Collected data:
****
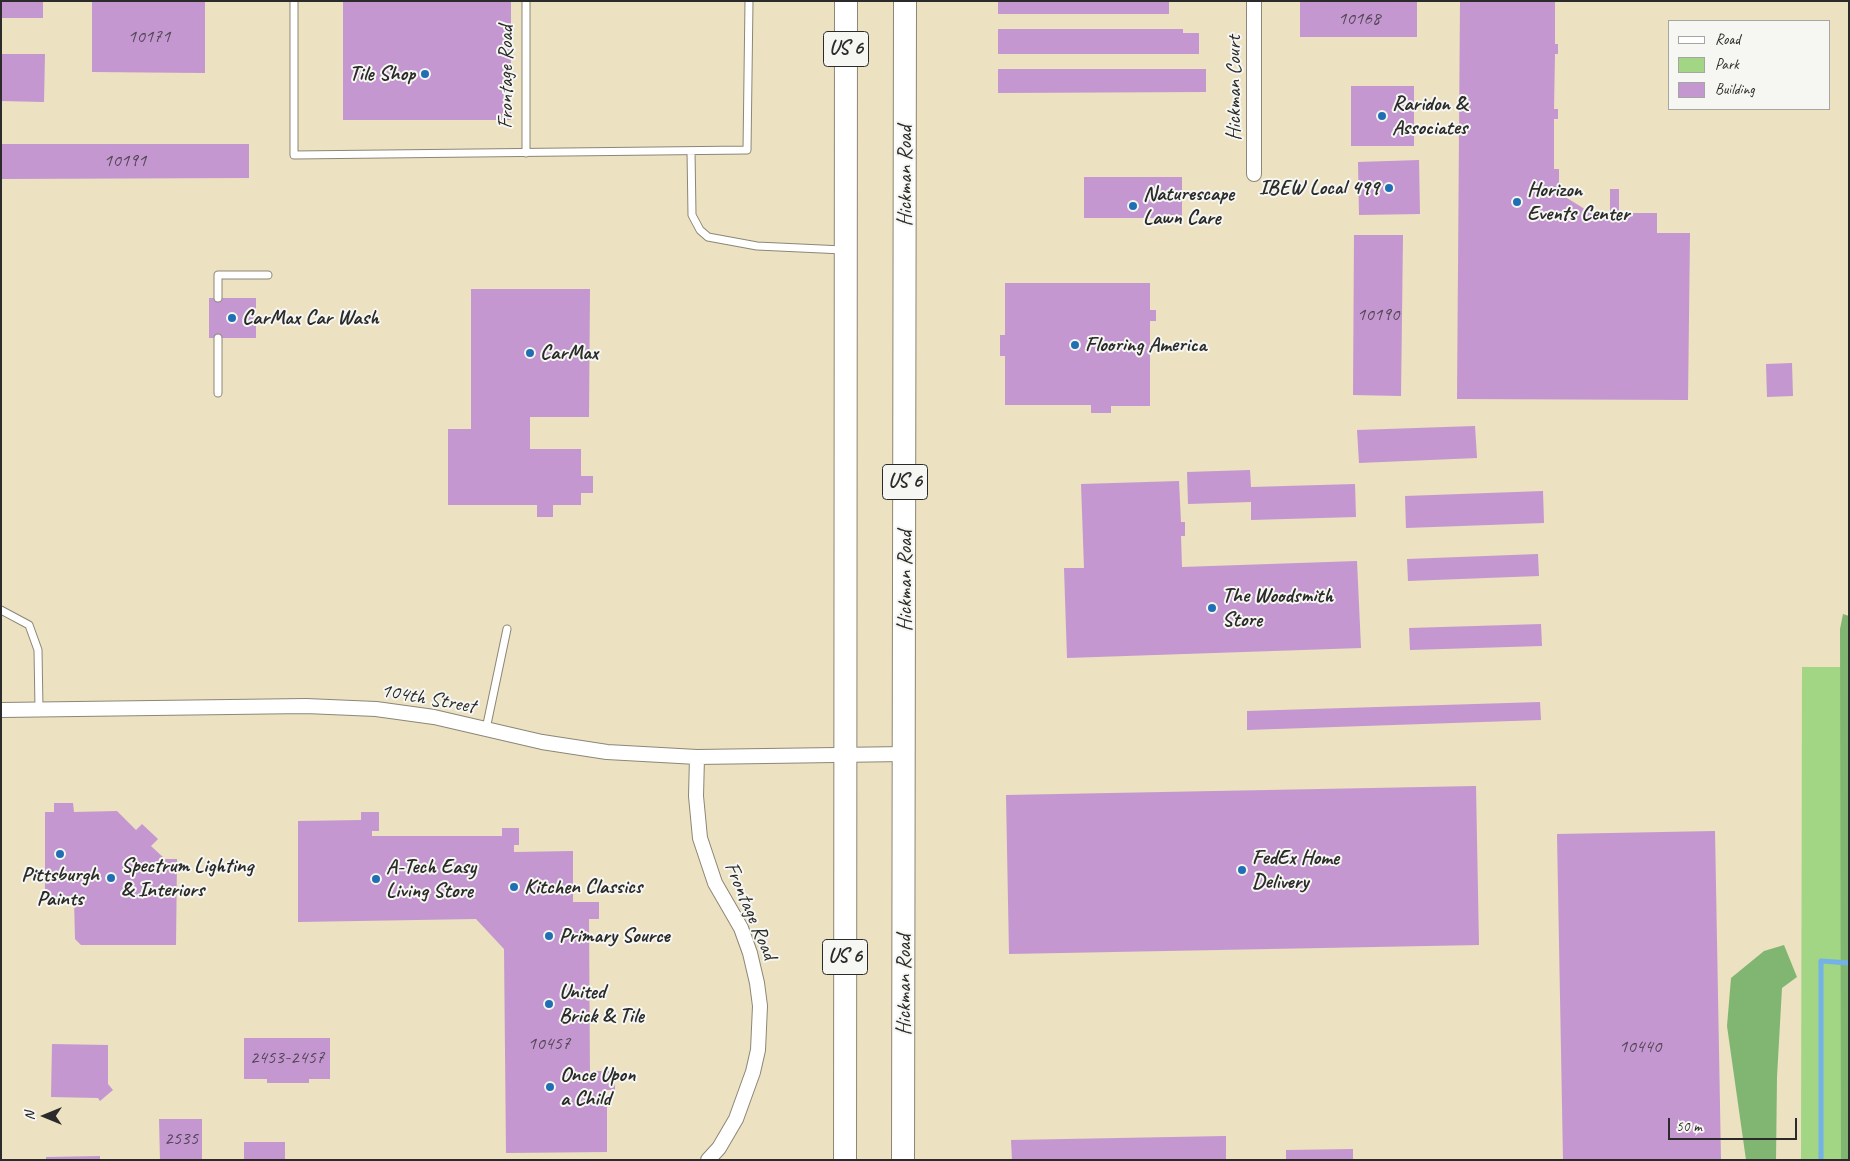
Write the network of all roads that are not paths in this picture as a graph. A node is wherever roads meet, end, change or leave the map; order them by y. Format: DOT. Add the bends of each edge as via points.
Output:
graph roads {
  1 [pos="294,1"];
  2 [pos="526,1"];
  3 [pos="749,1"];
  4 [pos="846,1"];
  5 [pos="906,1"];
  6 [pos="1254,1"];
  7 [pos="691,151"];
  8 [pos="526,153"];
  9 [pos="1254,174"];
  10 [pos="846,250"];
  11 [pos="268,275"];
  12 [pos="218,298"];
  13 [pos="218,338"];
  14 [pos="218,393"];
  15 [pos="1,610"];
  16 [pos="507,629"];
  17 [pos="39,709"];
  18 [pos="1,710"];
  19 [pos="486,729"];
  20 [pos="846,754"];
  21 [pos="905,754"];
  22 [pos="697,757"];
  23 [pos="708,1160"];
  24 [pos="845,1160"];
  25 [pos="904,1160"];
  1 -- 8 [label="lane" via="294,155"];
  2 -- 8 [label="lane, Frontage Road"];
  3 -- 7 [label="lane" via="747,150"];
  4 -- 10 [label="main road, US 6"];
  5 -- 21 [label="main road, Hickman Road / US 6"];
  6 -- 9 [label="street, Hickman Court"];
  7 -- 8 [label="lane"];
  7 -- 10 [label="lane" via="692,215 708,237 758,246"];
  10 -- 20 [label="main road, US 6"];
  11 -- 12 [label="lane" via="218,275"];
  13 -- 14 [label="lane"];
  15 -- 17 [label="lane" via="28,625 32,633 38,650"];
  16 -- 19 [label="lane"];
  17 -- 18 [label="street, 104th Street"];
  17 -- 19 [label="street, 104th Street" via="306,706 376,709 434,717"];
  19 -- 22 [label="street, 104th Street" via="607,752"];
  20 -- 21 [label="street, 104th Street"];
  20 -- 22 [label="street, 104th Street"];
  20 -- 24 [label="main road, US 6"];
  21 -- 25 [label="main road, Hickman Road / US 6"];
  22 -- 23 [label="street, Frontage Road" via="700,838 715,883 741,928 750,953 760,1006 758,1050 750,1080 736,1119"];
}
****
- **Exercise goal**
Exactly as written, restate all of the data, leaving out the images.

- **Solution to this problem**
Write the network of all roads that are not paths in this picture as a graph. A node is wherever roads meet, end, change or leave the map; order them by y. Format: DOT. Add the bends of each edge as via points.
Output:
graph roads {
  1 [pos="294,1"];
  2 [pos="526,1"];
  3 [pos="749,1"];
  4 [pos="846,1"];
  5 [pos="906,1"];
  6 [pos="1254,1"];
  7 [pos="691,151"];
  8 [pos="526,153"];
  9 [pos="1254,174"];
  10 [pos="846,250"];
  11 [pos="268,275"];
  12 [pos="218,298"];
  13 [pos="218,338"];
  14 [pos="218,393"];
  15 [pos="1,610"];
  16 [pos="507,629"];
  17 [pos="39,709"];
  18 [pos="1,710"];
  19 [pos="486,729"];
  20 [pos="846,754"];
  21 [pos="905,754"];
  22 [pos="697,757"];
  23 [pos="708,1160"];
  24 [pos="845,1160"];
  25 [pos="904,1160"];
  1 -- 8 [label="lane" via="294,155"];
  2 -- 8 [label="lane, Frontage Road"];
  3 -- 7 [label="lane" via="747,150"];
  4 -- 10 [label="main road, US 6"];
  5 -- 21 [label="main road, Hickman Road / US 6"];
  6 -- 9 [label="street, Hickman Court"];
  7 -- 8 [label="lane"];
  7 -- 10 [label="lane" via="692,215 708,237 758,246"];
  10 -- 20 [label="main road, US 6"];
  11 -- 12 [label="lane" via="218,275"];
  13 -- 14 [label="lane"];
  15 -- 17 [label="lane" via="28,625 32,633 38,650"];
  16 -- 19 [label="lane"];
  17 -- 18 [label="street, 104th Street"];
  17 -- 19 [label="street, 104th Street" via="306,706 376,709 434,717"];
  19 -- 22 [label="street, 104th Street" via="607,752"];
  20 -- 21 [label="street, 104th Street"];
  20 -- 22 [label="street, 104th Street"];
  20 -- 24 [label="main road, US 6"];
  21 -- 25 [label="main road, Hickman Road / US 6"];
  22 -- 23 [label="street, Frontage Road" via="700,838 715,883 741,928 750,953 760,1006 758,1050 750,1080 736,1119"];
}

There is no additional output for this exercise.